Most sources state that US outlaw, Charles E. Boles aka ‘Black Bart’ was born in Norfolk, England in 1829 to John and Maria Bowles. John left a will which mentioned a number of family members and they can be traced through the US censuses. These records tell us that John was born c. 1789 England, Maria was born c. 1793 England and they had children: Harriet (c. 1812), William (c. 1815), James (c. 1818), John Jr. (c. 1819), Robert (c.1822), Lucy (c. 1824), Charles (c. 1829) all in England, then Maria (c.1832) and Hiram (c.1834) in Jefferson Co, NY, USA. There has been some discussion about the change from Bowles to Boles, but the name is spelled in several ways in the censuses, so this is just another spelling variant. Norfolk was not recorded in the censuses, but much of what is known about Black Bart came from people who knew him and there is a further piece of compelling evidence. Leonard Bowles born c.1792 England also came to Alexandria with his wife Mary Ann and family at the same time as John and Maria and there is a surviving naturalisation intention for Leonard stating that he was 44 and had been born in Shelfanger, Norfolk, England. It is very likely that Leonard and John were brothers.

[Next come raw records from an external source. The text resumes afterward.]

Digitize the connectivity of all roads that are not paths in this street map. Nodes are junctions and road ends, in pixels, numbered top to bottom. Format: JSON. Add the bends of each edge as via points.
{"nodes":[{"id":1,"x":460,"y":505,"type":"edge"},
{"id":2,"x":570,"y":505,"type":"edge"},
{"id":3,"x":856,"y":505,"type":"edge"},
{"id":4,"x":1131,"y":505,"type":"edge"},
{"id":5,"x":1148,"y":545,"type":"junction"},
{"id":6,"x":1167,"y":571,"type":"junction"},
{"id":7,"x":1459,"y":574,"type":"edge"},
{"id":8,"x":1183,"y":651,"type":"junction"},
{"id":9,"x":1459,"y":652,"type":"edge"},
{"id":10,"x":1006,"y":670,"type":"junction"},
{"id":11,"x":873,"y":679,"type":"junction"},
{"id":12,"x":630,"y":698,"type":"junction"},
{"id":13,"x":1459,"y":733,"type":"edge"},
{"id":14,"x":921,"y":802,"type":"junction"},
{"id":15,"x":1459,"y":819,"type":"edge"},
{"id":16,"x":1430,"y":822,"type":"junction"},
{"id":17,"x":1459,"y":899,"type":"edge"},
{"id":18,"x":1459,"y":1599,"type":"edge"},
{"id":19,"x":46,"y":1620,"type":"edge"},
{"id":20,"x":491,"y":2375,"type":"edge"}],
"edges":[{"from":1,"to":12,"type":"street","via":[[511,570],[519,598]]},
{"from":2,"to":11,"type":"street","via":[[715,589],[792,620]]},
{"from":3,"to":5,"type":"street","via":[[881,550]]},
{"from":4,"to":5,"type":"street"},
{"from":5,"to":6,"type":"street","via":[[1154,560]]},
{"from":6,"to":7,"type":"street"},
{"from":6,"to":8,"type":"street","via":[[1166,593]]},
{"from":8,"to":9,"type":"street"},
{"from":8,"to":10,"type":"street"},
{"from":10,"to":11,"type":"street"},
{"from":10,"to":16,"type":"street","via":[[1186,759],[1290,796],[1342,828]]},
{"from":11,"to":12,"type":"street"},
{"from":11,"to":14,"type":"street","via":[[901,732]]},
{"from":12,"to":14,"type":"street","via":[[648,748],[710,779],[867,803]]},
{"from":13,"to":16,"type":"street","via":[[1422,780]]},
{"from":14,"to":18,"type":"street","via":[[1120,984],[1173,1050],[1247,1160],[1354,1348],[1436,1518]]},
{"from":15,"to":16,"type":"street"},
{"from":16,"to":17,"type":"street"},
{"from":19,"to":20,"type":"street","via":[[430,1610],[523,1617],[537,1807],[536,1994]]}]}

It is commonly stated that John Bowles and Maria Leggett married in Great Yarmouth in 1807 and there is such a marriage in the Great Yarmouth St Nicholas Marriage Register (NRO, PD 28/71) (in the name of Ledgett), but if Maria’s ages in the census and on her gravestone are correct, she would only have been 13 in 1807, which while legal with parental consent, was fairly uncommon and the marriage does not record consent. The children born to this couple in Yarmouth were listed in the Great Yarmouth St Nicholas Baptism Register (NRO, PD 28/30) as being Thomas William (1811), Mary Ann (1814) Harriet Maria (1816) John Ledget (1819), Robert Cropley (1821), Joseph (1828), Harriet (1830) and Richard Leggett (1835). They do not fit with what is known of the family and crucially, their last child was born in Yarmouth long after we know the family were in the USA. They can also be seen in the 1841 (HO 107/794/38/20) and 1851 (HO 107/1806/163/3) censuses in Yarmouth, so they cannot possibly be Charles’ parents. (N.B. They had lost track of their true ages, but are living with two of their known children and a Mary and Charlotte Leggett in 1841, so it is surely the same couple).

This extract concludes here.